Acetyl-L-carnitine requires phospholipase C-IP3 pathway activation to induce antinociception.

The cellular events involved in acetyl-l-carnitine (ALCAR) analgesia were investigated in the mouse hot plate test. I.c.v. pre-treatment with aODNs against the α subunit of Gq and G11 proteins prevented the analgesia induced by ALCAR (100 mg kg-1 s.c. twice daily for 7 days). Administration of the phospholipase C (PLC) inhibitors U-73122 and neomycin, as well as the injection of an aODN complementary to the sequence of PLCβ1, antagonized the increase of the pain threshold induced by ALCAR. Pretreatment with U-73343, an analogue of U-73112 inactive on PLC, did not modify ALCAR analgesic effect. In mice undergoing treatment with LiCl, which impairs phosphatidylinositol synthesis, or pretreatment with TMB-8, a blocker of Ca++ release from intracellular stores, the antinociception induced by ALCAR was dose-dependently antagonized.
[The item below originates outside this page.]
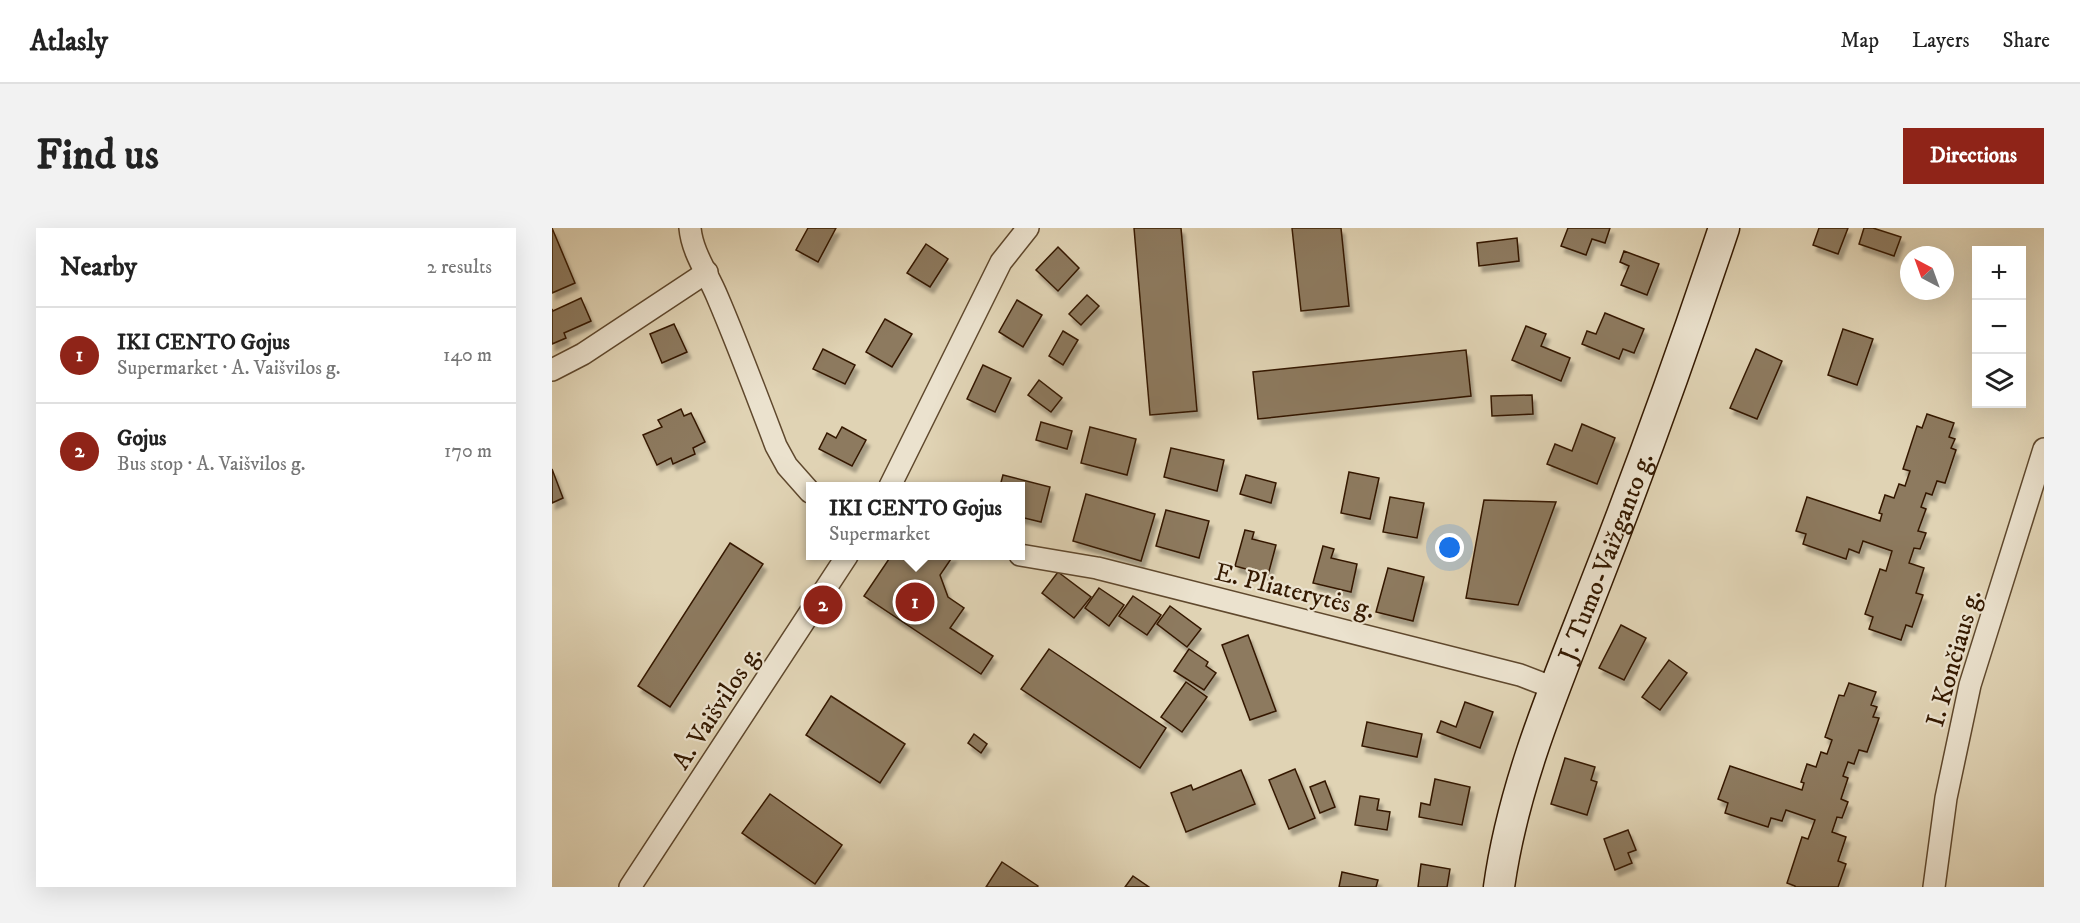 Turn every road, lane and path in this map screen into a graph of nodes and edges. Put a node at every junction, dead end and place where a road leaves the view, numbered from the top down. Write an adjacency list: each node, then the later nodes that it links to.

I.c.v. treatment with heparin, an IP3 receptor antagonist, prevented the increase of pain threshold induced by the investigated compound, analgesia that was restored by co-administration of d-myo-inositol. On the other hand, i.c.v. pretreatment with the selective protein kinase C (PKC) inhibitors calphostin C and cheleritryne, resulted in a dose-dependent potentiation of ALCAR antinociception. The administration of PKC activators, such as PMA and PDBu, dose-dependently prevented the ALCAR-induced increase of pain threshold. Neither aODNs nor pharmacological treatments produced any behavioral impairment of mice as revealed by the rota-rod and hole board tests. These results indicate that central ALCAR analgesia in mice requires the activation of the PLC-IP3 pathway. By contrast, the simultaneous activation of PKC may represent a pathway of negative modulation of ALCAR antinociception.